Select good shape with fresh, solid heart. Retain surrounding leaves with bloom intact but remove outer discoloured leaves. Stage with approx. 75mm of stalk and head towards the front.

Carrots 

Select fresh roots of good shape, colour and size, free from side roots and from green at the crown.

Cauliflower 

Select heads with symmetrical, close, solid, white curds, free from stain or frothiness. Prior to judging exclude light from curd. Normally staged with approx. 75mm of stalk and leaves neatly trimmed back to the level of the outside of the curd.

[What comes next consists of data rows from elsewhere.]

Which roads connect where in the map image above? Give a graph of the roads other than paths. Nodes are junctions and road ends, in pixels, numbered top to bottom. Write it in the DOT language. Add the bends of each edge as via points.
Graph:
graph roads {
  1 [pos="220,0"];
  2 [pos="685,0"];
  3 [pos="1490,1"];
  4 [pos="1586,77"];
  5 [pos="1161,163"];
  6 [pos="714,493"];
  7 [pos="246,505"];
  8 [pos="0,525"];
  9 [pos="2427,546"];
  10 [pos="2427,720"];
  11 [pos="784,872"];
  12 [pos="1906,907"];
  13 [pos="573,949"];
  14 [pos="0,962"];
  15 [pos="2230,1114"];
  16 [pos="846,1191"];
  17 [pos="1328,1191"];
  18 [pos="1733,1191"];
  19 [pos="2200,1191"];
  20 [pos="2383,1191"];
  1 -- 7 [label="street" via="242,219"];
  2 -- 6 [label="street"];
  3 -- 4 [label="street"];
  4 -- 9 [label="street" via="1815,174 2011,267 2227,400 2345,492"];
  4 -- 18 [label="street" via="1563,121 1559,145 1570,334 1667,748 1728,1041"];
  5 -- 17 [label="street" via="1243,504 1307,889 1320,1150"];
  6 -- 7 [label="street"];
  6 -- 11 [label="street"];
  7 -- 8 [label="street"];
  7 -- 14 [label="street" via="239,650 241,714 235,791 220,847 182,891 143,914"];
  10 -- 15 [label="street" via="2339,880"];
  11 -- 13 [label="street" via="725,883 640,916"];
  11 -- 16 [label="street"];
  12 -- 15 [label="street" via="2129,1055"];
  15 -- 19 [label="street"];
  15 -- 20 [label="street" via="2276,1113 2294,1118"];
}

Courgettes  Select young, tender uniform fruits approx. 150 mm in length or if round approximately 75mm diameter. Display flat and preferably with flower still attached.
Cucumber

Select fresh, young, straight fruits of uniform thickness, with short handles and preferably, flowers still attached

French Beans/
Runner Beans 

Select straight tender pods of even length and good colour with no sign of seeds. Exhibit with stalk intact.

Onions   

For “dressed” (trimmed) class, select uniform well-ripened bulbs of good colour. Avoid over skinning. Necks should be firm and thin. Tops should be tied. Trim roots to the base of the onion. May be staged on rings or soft collars. For “as grown” class, wash and exhibit with leaves and roots intact.

Potatoes 

Select equally matched, medium sized tubers approx. 200-250g each with shallow eyes. Should be free from skin blemishes. Stage on plate. with rose end outwards. Cover with cloth to exclude light until just before judging

Rhubarb

For show purposes this is a vegetable. Select fresh, straight, long stalks. Trim leaves back to approximately 75mm, but do NOT trim foliage of ‘Forced’ rhubarb. Cut off any bud scales at the bottom and wipe clean

Tomatoes
(Medium)   

Select medium-sized (approx. 60mm diameter), ripe but firm richly coloured fruit with fresh calyces attached. Avoid overripe fruit or those with “greenback”. Stage on plate with calyces uppermost.

Tomatoes 
(Small/Cherry) 
Fresh, ripe but firm, well-coloured fruits which should not exceed 35mm in diameter, with fresh calyces attached

Fruit

Fruit should be at least average size for the variety and perfect in colour form and condition. Stage all fruit with stalks. Uniformity is important.

Berries  

Select large ripe fruits of good colour with stalks, calyces should look fresh and all point one way when staged

Currants  Select large strigs with plenty of berries. Berries should be large, ripe and uniform on fresh stalks. Display on a plate, own foliage may be used for decoration.

Flowers

Freshness is essential. To obtain this, flowers should be cut in the evening or very early in the morning before the show and plunged in water up to their necks. Aim at uniformity when staging. Show vases are available at the shows.
Select flowers in good fresh “condition”, i.e. in the most perfect stage of its possible beauty and free from damage due to weather, pests and diseases.

Roses  

Select blooms with a well-formed centre, free from blemish and with strong stems and healthy leaves.

Sweet Peas


Select long straight stems with 3-4 well-spaced blooms, each fully open and fresh.


Domestic

 

Preserves

No commercial markings on jars. Jams, jellies, marmalade and other sweet preserves must have wax discs and cellophane tops. Chutney and pickles must have vinegar-proof lids.